Selain itu juga diperlukan evaluasi yang meliputi rata-rata waktu yang digunakan dalam konsultasi, pelayanan sejak resep diterima hingga obat diberikan kepada pasien, menghitung jumlah obat yang dilayani dibanding dengan keseluruhan obat yang seharusnya dilayani, serta menghitung jumlah label yang dibuat yang tidak sesuai standar. Sehingga pemberian obat menjadi lebih efektif dan efisien.
Lebih lanjut Wakil Dekan Fakultas Farmasi UGM itu juga menegaskan tentang kemampuan apoteker dan TTK yang harus memberikan edukasi kepada pasien tentang pentingnya packaging sekunder (bungkus obat yang berisi komposisi obat serta berbagai kontra indikasi lainnya).

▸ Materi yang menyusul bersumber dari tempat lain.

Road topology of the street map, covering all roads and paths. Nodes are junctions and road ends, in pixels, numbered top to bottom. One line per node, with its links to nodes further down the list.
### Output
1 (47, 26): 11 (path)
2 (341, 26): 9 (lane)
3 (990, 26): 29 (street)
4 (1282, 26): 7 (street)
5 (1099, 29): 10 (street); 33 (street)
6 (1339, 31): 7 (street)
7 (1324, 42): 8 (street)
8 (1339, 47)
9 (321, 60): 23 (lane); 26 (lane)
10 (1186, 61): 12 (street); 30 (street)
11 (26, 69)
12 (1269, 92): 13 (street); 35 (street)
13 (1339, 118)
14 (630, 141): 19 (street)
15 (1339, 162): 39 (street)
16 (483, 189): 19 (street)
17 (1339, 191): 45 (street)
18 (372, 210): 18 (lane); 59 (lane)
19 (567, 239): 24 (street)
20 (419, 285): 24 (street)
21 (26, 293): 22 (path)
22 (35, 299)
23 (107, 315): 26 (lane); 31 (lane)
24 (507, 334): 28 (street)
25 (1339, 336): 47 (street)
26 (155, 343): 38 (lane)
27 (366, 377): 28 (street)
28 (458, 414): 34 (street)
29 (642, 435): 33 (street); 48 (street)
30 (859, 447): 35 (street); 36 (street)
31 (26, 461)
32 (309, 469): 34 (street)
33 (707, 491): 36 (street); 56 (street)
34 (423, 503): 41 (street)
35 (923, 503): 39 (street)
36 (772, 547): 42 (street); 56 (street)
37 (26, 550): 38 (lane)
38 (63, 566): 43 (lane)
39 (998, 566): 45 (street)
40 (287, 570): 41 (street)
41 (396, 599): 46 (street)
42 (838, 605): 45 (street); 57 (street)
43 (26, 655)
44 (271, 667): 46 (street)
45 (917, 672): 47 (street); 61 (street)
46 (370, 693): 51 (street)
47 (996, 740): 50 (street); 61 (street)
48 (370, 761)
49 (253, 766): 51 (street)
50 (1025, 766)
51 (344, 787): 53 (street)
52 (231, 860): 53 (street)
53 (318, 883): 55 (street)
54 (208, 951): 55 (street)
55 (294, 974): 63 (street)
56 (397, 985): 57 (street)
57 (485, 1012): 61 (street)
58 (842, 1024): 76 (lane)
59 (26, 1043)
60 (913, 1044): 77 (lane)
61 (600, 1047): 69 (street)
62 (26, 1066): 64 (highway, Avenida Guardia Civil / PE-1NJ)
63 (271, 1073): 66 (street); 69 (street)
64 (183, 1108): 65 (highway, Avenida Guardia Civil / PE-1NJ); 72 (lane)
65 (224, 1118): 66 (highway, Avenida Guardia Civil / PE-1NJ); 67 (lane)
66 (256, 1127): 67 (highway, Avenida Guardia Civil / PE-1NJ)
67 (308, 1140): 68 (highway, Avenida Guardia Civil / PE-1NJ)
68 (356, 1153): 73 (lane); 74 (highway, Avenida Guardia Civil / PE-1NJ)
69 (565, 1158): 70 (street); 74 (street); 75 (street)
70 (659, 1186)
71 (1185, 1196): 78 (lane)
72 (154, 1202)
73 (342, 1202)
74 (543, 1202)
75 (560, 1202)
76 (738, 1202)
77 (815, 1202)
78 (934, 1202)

"Selama ini pasien hanya diberikan packaging primer (yang langsung bersentuhan dengan obat semisal botol sirup atau tub salep) tanpa diberi penjelasan tentang perlunya menyimpan packaging sekunder," kata Satibi.
Selain itu, lanjut Satibi, apoteker dan TTK merupakan tenaga profesional yang harusnya mengedukasi pasien tentang pentingnya kedua unsur packaging tersebut. Obat menjadi awet dan khasiatnya terjaga.